O património geológico pode ser dividido em património paleontológico,
mineralógico, hidrogeológico, geomorfológico, petrológico, etc. Esta
subdivisão do património geológico é feita de acordo com o conjunto de
elementos geológicos que este património engloba. O património
paleontológico, por exemplo, é o património geológico que é constituído pelo
conjunto de geossítios de interesse paleontológico excepcional, inventariados e caracterizados numa determinada área (Cumbe, 2007, p. 42).

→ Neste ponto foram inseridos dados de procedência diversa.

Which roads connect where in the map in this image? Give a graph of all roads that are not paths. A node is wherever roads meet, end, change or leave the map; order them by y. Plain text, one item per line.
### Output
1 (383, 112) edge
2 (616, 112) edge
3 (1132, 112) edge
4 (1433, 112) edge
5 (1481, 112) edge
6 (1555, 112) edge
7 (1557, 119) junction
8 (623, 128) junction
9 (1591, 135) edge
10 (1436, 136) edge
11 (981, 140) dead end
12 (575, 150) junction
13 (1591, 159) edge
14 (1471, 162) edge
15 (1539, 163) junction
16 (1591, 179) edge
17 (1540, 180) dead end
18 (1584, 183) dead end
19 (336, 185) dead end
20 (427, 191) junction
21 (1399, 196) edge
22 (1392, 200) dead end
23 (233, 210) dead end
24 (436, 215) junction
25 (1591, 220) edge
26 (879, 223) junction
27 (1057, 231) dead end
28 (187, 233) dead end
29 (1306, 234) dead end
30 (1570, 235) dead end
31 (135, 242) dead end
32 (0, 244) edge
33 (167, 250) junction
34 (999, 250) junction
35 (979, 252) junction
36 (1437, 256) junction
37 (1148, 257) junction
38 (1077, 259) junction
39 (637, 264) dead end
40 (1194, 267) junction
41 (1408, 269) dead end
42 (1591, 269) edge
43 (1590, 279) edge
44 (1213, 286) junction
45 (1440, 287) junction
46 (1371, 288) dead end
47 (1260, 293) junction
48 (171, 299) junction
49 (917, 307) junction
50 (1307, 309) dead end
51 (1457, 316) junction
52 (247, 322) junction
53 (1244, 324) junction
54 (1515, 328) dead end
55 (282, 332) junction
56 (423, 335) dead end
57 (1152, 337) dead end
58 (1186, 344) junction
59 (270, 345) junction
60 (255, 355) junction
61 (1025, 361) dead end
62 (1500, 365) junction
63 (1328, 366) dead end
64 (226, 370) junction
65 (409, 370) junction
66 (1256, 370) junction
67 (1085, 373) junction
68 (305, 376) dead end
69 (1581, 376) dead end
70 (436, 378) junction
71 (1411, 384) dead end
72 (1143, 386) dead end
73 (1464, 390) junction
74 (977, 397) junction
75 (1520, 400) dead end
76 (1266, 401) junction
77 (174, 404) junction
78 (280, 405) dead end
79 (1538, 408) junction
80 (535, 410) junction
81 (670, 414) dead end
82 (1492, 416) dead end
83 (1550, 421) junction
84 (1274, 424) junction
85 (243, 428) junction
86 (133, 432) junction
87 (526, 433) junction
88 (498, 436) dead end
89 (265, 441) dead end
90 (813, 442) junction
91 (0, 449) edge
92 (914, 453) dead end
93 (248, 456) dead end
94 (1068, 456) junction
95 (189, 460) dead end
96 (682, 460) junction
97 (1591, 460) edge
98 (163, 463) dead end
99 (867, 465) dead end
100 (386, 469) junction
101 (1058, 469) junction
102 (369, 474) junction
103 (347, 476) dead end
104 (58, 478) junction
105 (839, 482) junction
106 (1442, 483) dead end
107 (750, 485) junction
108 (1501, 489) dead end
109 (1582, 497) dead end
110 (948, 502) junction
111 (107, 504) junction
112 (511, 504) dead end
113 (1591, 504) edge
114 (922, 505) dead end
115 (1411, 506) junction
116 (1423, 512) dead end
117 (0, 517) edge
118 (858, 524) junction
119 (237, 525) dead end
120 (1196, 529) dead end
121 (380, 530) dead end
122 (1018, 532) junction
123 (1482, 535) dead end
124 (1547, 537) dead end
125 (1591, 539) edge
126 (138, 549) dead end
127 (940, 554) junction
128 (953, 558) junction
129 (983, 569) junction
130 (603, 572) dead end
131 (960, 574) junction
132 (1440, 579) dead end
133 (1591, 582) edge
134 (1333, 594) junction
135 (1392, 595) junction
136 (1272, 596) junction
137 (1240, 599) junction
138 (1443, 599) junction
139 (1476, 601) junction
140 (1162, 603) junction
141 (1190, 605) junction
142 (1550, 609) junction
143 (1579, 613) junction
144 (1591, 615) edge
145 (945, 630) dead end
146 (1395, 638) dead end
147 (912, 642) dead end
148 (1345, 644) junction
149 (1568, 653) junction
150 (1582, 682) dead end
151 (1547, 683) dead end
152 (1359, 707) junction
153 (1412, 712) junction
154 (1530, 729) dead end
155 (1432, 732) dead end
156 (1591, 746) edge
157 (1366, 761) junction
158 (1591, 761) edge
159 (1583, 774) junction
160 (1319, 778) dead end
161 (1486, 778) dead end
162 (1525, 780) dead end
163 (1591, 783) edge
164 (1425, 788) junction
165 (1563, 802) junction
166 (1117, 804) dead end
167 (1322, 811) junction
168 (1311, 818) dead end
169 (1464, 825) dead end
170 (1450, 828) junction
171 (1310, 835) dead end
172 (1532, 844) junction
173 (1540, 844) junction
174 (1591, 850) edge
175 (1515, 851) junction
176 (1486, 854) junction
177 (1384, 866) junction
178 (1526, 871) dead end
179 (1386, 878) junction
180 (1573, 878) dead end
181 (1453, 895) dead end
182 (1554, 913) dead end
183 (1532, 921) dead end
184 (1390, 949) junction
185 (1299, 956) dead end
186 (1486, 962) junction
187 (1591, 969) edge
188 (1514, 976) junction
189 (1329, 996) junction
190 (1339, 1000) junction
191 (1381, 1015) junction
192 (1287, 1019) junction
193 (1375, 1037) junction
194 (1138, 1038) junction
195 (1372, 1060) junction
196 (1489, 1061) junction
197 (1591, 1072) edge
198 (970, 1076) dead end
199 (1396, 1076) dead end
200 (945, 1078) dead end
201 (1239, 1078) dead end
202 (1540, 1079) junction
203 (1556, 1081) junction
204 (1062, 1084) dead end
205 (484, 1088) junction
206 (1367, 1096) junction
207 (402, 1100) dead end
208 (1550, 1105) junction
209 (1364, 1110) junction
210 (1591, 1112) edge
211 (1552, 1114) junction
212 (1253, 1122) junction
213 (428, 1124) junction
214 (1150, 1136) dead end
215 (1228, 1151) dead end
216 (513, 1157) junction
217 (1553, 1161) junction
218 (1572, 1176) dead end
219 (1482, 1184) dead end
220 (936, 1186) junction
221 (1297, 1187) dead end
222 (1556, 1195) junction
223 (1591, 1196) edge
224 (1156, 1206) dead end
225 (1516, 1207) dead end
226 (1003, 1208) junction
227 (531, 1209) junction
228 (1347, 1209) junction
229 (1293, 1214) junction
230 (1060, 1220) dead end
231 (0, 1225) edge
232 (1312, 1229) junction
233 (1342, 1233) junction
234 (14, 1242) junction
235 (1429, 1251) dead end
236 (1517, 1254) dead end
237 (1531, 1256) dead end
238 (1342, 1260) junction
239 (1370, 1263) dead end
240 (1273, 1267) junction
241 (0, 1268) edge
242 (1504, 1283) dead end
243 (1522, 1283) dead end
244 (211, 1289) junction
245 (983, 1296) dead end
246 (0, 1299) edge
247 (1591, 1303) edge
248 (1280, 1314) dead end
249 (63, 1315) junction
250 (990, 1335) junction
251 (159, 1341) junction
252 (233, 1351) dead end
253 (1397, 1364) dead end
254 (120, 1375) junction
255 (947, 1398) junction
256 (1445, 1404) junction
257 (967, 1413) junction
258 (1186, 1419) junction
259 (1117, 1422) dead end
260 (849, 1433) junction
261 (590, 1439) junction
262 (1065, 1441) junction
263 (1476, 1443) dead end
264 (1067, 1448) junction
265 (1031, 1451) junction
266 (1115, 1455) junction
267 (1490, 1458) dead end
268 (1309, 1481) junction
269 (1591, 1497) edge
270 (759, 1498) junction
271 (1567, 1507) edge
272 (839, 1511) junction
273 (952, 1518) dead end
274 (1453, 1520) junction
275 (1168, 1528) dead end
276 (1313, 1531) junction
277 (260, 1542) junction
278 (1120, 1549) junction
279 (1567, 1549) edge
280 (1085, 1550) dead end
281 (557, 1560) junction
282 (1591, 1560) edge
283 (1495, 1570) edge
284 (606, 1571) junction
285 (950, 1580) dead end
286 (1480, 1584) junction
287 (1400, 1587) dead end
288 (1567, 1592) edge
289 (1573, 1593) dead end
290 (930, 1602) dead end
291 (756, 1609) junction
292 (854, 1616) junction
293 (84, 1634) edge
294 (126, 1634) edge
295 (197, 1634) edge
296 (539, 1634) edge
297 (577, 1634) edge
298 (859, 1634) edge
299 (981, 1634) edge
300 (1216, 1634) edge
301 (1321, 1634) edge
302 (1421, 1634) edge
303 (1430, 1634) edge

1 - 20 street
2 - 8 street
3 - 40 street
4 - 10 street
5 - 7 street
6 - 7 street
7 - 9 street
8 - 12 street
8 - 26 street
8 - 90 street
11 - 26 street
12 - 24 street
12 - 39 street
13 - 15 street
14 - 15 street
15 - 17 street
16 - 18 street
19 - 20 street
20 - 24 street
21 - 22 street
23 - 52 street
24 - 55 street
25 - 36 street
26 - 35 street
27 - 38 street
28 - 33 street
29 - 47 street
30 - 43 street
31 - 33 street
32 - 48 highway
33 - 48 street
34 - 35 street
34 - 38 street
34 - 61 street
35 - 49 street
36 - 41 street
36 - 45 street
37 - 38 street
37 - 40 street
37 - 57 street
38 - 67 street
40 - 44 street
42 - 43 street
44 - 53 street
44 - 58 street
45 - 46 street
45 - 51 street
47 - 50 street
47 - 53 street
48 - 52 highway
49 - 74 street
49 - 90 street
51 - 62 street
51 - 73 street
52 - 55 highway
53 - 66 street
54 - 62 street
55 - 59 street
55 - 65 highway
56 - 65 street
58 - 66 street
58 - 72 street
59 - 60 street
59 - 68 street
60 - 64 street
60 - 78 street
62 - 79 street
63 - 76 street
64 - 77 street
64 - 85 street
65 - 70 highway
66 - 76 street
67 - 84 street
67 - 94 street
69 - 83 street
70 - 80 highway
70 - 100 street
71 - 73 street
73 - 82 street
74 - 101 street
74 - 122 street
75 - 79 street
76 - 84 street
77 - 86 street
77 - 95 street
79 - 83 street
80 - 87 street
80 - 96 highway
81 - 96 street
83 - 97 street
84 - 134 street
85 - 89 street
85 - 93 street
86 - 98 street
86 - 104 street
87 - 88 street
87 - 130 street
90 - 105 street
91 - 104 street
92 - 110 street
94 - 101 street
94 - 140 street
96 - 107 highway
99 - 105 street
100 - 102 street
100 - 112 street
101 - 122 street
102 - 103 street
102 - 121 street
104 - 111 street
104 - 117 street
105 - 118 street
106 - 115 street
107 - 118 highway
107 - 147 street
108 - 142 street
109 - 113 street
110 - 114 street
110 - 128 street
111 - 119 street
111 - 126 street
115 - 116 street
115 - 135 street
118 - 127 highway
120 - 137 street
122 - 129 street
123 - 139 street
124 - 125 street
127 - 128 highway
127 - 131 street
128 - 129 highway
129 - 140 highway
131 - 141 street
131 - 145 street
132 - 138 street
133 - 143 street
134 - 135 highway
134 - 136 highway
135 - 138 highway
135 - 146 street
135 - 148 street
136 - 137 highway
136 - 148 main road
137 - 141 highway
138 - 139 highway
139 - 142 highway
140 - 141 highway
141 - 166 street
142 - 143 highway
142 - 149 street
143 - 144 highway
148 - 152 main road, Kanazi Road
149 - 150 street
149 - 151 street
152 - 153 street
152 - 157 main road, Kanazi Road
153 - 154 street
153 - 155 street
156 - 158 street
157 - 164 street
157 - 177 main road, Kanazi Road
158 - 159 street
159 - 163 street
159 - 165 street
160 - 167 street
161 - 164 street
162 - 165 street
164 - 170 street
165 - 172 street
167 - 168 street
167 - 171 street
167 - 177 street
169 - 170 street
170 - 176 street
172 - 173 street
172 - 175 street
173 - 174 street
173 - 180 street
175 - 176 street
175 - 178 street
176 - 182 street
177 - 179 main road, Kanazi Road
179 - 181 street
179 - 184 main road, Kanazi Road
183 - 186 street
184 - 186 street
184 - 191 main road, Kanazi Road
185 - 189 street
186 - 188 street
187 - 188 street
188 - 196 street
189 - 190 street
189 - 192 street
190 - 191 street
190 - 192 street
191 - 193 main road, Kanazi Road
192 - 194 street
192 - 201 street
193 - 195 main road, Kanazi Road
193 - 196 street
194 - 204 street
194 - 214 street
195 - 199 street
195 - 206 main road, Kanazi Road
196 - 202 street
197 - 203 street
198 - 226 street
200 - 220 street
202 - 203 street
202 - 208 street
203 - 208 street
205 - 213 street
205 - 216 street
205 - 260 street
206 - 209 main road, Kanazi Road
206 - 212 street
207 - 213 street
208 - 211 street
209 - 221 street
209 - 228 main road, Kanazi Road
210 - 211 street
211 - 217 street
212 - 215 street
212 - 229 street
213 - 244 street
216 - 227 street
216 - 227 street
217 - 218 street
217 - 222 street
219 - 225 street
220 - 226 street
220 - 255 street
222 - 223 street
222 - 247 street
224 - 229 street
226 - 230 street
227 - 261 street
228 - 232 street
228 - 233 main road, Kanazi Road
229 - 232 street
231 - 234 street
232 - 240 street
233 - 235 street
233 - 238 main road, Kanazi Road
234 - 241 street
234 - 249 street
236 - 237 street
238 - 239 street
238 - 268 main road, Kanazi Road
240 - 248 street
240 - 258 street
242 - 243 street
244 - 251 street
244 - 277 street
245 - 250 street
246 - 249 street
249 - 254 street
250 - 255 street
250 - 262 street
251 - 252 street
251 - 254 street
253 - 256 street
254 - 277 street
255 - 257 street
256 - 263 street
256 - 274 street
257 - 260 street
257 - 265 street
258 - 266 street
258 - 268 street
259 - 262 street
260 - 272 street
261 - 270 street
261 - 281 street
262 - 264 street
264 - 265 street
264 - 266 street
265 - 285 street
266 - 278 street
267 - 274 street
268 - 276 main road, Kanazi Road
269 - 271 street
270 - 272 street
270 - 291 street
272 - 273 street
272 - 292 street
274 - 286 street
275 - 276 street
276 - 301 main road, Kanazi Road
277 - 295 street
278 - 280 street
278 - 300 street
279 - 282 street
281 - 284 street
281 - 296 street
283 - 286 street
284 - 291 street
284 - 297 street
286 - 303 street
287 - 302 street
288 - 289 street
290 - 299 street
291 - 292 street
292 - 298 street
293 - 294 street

Inventariação: A inventariação consiste no levantamento e registo
sistemático de geossítios que ocorrem numa determinada área, após um
reconhecimento geral prévio da área. Durante o processo de inventariação,
apenas é feito o levantamento daqueles sítios que apresentam características
geológicas que os evidenciam relativamente aos outros sítios (idem).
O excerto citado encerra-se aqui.